Cluster Agreement Fit — cluster_agreement

This function calculates the cluster agreement fit for varying cluster sizes (k). Note that this function will call cluster_validation() for each k hence this function may take a while to execute for large data frames and large k.

This function will calculate how the cluster membership agreement among all observations. For each bootstrap sample, cluster membership is determined by using the predict() function so that each observation has exactly one cluster ID. This also means that both in- and out-of-bag samples are contributing to the fit statistic. The value in the matrix is a value between zero and one indicating the proportion of times the two observations had the same cluster membership.

Usage

cluster_agreement_fit(df, k = 2:6, verbose = interactive(), ...)

# S3 method for class 'cluster_agreement_fit'
plot(x, palette_type = "qual", palette = 1, palette_direction = -1, ...)

# S3 method for class 'cluster_agreement_fit'
hist(x, exclude_agreements = FALSE, ...)

# S3 method for class 'cluster_agreement_fit'
print(x, ...)

# S3 method for class 'cluster_agreement_fit'
summary(object, thresholds, ...)

cluster_agreement(cv)

Arguments

df: data frame to estimate clusters. Note that all columns will be used in the estimation.
k: vector indicating the number of clusters to calculate the agreement fit for.
verbose: whether the function should print the status while running.
...: currently not used.
x: results from cluster_agreement_fit()
palette_type: One of "seq" (sequential), "div" (diverging) or "qual" (qualitative)
palette: f a string, will use that named palette.
palette_direction: Sets the order of colours in the scale.
exclude_agreements: if TRUE agreements of zero or one will be excluded from the bar plot. This may be helpful for seeing the pattern of how much agreement there may be when the mode is zero and/or one.
object: results from cluster_agreement_fit()
thresholds: a vector of thresholds to consider "perfect" agreement. Specifically, values, x, where x < 0 + threshold or x > (1 - threshold) are considered to agree. Additional columns of the format fitXXX where XXX is the threshold.
cv: a cluster_validation() object.

Value

a list of length length(k). Each element is a list with the following elements:

k: the number of clusters estimated.
cv: the results from cluster_validation()
ca_mat: the results from cluster_agreement()
caf: the cluster agreement fit.

a ggplot2 expression.

a data.frame providing the agreement fit for each k.

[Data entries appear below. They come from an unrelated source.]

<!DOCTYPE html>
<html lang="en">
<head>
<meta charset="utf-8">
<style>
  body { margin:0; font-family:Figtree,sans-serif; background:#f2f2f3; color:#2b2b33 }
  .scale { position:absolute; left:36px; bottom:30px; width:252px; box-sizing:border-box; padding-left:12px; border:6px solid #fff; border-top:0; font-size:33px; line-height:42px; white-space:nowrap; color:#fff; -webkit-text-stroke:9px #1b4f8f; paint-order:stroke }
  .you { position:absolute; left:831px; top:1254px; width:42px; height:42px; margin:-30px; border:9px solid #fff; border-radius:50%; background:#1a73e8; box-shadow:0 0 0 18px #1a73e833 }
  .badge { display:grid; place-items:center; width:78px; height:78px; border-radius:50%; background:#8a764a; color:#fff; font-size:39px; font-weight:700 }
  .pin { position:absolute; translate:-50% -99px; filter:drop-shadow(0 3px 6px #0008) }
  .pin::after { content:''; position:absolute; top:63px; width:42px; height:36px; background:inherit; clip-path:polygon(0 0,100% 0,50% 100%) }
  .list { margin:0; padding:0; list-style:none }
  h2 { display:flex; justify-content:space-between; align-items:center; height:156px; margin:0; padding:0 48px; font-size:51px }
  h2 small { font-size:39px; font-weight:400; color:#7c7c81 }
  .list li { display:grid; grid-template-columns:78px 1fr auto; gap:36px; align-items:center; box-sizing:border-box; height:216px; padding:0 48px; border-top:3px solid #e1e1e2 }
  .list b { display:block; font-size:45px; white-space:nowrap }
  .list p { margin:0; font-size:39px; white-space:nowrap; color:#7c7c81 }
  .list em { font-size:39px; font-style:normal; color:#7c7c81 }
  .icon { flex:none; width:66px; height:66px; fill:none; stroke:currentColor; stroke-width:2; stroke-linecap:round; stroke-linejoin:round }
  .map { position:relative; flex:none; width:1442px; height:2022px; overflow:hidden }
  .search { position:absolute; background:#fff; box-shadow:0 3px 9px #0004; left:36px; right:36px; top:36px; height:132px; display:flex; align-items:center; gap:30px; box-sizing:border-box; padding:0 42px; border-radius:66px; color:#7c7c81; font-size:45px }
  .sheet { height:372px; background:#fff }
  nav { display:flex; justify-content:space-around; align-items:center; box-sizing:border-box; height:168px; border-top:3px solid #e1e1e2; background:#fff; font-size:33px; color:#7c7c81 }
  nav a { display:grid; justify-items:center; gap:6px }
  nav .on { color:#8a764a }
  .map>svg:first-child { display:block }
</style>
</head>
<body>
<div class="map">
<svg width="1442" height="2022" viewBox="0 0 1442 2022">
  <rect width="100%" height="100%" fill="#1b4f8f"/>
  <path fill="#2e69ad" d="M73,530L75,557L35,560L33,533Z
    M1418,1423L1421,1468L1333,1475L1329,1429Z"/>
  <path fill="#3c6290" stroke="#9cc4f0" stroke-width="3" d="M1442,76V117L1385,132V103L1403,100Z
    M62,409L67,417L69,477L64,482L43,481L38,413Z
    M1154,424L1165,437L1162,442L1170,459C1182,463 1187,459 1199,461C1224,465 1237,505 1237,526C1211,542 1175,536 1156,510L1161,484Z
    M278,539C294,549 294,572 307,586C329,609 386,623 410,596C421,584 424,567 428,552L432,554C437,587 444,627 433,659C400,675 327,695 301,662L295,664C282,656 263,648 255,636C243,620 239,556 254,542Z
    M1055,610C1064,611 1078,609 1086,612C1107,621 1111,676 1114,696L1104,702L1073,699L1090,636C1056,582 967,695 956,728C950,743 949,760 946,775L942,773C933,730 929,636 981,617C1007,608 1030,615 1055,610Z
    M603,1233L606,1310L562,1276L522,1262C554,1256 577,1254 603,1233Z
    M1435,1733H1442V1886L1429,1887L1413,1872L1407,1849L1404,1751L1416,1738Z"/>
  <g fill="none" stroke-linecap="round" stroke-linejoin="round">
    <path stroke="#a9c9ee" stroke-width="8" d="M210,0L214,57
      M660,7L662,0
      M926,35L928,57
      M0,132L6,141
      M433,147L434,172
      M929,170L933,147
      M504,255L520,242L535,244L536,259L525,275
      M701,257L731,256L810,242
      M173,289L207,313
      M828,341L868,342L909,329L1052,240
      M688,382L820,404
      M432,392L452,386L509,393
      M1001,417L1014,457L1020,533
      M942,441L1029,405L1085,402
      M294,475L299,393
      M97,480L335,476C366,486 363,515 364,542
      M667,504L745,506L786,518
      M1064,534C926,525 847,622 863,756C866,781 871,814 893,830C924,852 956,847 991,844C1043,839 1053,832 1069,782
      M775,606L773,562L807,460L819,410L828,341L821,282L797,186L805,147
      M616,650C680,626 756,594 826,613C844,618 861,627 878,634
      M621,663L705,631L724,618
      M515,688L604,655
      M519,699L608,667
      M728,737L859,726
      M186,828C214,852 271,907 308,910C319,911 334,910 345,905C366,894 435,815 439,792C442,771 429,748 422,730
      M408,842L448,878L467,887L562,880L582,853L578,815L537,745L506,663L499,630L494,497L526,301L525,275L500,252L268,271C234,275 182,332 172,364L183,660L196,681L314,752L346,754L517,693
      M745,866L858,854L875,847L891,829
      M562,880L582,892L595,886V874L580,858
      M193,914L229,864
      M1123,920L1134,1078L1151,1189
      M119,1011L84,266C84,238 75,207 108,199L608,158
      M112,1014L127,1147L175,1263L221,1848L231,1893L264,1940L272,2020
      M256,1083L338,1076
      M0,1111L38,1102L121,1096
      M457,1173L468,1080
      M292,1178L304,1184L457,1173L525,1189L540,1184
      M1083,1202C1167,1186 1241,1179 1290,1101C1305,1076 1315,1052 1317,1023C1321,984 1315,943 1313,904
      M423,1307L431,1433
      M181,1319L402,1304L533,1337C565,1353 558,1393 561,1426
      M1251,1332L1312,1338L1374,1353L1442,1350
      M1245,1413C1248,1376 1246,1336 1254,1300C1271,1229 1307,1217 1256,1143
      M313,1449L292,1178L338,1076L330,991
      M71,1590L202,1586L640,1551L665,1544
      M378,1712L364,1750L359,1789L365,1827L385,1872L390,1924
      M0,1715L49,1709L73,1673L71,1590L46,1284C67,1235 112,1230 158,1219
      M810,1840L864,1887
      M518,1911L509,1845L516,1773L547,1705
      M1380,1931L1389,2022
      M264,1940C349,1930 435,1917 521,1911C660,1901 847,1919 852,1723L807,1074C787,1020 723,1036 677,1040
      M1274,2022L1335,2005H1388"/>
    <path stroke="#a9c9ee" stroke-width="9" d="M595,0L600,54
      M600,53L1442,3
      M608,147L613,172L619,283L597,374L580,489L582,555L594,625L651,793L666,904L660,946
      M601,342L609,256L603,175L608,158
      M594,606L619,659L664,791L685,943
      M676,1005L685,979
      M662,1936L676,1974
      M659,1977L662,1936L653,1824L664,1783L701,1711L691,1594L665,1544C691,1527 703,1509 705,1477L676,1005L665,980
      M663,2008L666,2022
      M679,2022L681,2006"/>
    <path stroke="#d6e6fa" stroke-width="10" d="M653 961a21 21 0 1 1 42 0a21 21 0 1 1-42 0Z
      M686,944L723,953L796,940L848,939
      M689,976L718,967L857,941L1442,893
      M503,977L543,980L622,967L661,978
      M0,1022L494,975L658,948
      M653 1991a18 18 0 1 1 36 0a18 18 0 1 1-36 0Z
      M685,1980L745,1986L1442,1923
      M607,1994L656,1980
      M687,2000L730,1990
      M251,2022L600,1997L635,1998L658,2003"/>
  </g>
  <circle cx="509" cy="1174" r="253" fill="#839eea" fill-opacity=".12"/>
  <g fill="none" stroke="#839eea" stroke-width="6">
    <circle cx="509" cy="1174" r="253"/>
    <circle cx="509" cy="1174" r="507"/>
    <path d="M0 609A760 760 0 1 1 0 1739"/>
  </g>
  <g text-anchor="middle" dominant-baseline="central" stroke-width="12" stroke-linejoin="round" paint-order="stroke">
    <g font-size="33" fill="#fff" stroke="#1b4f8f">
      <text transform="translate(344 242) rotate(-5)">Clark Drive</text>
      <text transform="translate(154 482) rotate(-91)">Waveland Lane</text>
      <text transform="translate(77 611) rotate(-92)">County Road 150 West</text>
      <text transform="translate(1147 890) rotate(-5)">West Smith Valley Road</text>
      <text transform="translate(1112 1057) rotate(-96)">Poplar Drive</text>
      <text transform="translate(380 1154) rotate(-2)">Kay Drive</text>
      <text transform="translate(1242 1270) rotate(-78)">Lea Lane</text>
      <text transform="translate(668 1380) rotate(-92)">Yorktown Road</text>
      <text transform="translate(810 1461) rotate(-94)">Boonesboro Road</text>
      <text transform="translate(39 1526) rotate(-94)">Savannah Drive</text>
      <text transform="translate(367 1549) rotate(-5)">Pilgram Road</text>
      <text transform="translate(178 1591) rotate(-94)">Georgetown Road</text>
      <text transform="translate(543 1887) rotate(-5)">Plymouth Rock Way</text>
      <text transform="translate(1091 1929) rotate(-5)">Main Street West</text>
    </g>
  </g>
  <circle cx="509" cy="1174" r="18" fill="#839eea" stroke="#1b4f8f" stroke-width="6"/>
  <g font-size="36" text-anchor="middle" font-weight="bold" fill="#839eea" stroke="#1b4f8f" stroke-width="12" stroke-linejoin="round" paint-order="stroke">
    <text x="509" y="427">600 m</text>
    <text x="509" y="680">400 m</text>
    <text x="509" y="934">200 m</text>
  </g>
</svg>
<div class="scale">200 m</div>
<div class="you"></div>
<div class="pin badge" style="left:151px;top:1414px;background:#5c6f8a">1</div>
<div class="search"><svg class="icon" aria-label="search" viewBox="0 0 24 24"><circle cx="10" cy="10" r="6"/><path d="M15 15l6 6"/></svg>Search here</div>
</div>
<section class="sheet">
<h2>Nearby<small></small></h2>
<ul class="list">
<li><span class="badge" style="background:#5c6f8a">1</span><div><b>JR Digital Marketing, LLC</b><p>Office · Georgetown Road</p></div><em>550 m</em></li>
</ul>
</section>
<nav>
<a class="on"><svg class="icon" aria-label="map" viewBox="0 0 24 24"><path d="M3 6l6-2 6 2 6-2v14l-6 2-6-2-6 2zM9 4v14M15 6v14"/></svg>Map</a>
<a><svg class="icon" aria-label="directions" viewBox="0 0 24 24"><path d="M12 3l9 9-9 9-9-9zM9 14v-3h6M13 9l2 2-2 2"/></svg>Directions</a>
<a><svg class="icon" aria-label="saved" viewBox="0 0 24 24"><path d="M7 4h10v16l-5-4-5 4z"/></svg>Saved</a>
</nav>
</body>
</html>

a matrix with how often each observations cluster membership agrees with all other observations across all bootstrap sample.

Details

The cluster agreement fit is a measure of how often observations are either in the same cluster or not. In a perfect agreement situation the matrix returned by cluster_agreement() will have all zeros or all ones indicating that a pair of observations are never in the same cluster or always in the same cluster, respectively.